# Looking for a weight-gain RP partner



## Professor Wormwood (Apr 22, 2021)

Good day to all. I am looking for a long-term RP partner with interests in weight gain for here or Discord, preferably the latter, though I am flexible. I tend to specialize in Pokémon as the base of my RPs, but I am willing to negotiate on the terms, I have many different scenarios and characters available for choice, and am willing to discuss further details in private. I am in EST as a reference for timely responses, and enjoy injecting a bit of romance into my RPs if partners are willing to accept that.
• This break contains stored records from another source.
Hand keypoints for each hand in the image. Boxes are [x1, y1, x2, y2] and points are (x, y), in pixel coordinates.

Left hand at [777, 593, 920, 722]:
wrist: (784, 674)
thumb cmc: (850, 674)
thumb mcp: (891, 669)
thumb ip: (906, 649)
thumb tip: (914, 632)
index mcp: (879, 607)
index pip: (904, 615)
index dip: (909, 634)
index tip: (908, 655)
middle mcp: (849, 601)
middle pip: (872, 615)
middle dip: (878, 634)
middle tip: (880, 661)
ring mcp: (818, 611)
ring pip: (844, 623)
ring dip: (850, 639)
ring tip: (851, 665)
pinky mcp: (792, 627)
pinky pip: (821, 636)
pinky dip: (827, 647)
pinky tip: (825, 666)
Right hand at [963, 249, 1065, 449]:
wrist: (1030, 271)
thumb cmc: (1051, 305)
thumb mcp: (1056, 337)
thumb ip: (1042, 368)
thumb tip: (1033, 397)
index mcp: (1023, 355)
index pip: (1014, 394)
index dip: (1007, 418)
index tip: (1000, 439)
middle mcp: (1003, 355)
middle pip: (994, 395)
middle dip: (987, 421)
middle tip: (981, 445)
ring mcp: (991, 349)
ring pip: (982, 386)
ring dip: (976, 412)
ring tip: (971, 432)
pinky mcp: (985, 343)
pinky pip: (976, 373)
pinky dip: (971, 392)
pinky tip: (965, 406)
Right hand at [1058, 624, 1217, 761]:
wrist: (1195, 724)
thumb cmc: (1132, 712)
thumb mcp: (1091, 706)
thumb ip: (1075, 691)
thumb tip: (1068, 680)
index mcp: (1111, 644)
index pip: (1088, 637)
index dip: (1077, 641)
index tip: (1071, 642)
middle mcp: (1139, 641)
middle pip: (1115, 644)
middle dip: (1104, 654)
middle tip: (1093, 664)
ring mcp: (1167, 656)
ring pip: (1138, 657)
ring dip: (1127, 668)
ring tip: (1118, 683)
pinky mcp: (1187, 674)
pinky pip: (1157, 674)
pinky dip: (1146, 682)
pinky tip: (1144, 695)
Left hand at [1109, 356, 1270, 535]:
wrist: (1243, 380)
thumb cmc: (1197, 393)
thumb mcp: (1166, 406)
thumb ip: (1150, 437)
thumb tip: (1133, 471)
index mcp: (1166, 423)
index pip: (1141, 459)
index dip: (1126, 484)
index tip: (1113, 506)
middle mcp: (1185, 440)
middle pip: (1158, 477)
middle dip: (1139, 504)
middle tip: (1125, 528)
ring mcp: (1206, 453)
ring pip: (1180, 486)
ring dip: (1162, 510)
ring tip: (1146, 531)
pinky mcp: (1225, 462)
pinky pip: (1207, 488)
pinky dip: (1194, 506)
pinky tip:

My Discord handle, if interested, is Professor Wormwood#7882; feel free to contact me here or through there, and I'll be happy to have a discussion on what we can do for our RPs.


----------



## 47467red (Apr 30, 2021)

Hello! I'm interested if this is still open. I'm 47467red#4789 on discord. (I cannot figure out the DM system in mobile rn, I'm GMT+1 time zone)


----------



## Professor Wormwood (May 1, 2021)

47467red said:


> Hello! I'm interested if this is still open. I'm 47467red#4789 on discord. (I cannot figure out the DM system in mobile rn, I'm GMT+1 time zone)


Friend Request sent.


----------



## Professor Wormwood (May 1, 2021)

47467red said:


> Hello! I'm interested if this is still open. I'm 47467red#4789 on discord. (I cannot figure out the DM system in mobile rn, I'm GMT+1 time zone)


If it helps, look online and try and join the Bulbagarden server on Discord. You can fine me there easily.


----------



## Professor Wormwood (May 1, 2021)

Professor Wormwood said:


> If it helps, look online and try and join the Bulbagarden server on Discord. You can fine me there easily.


*find


----------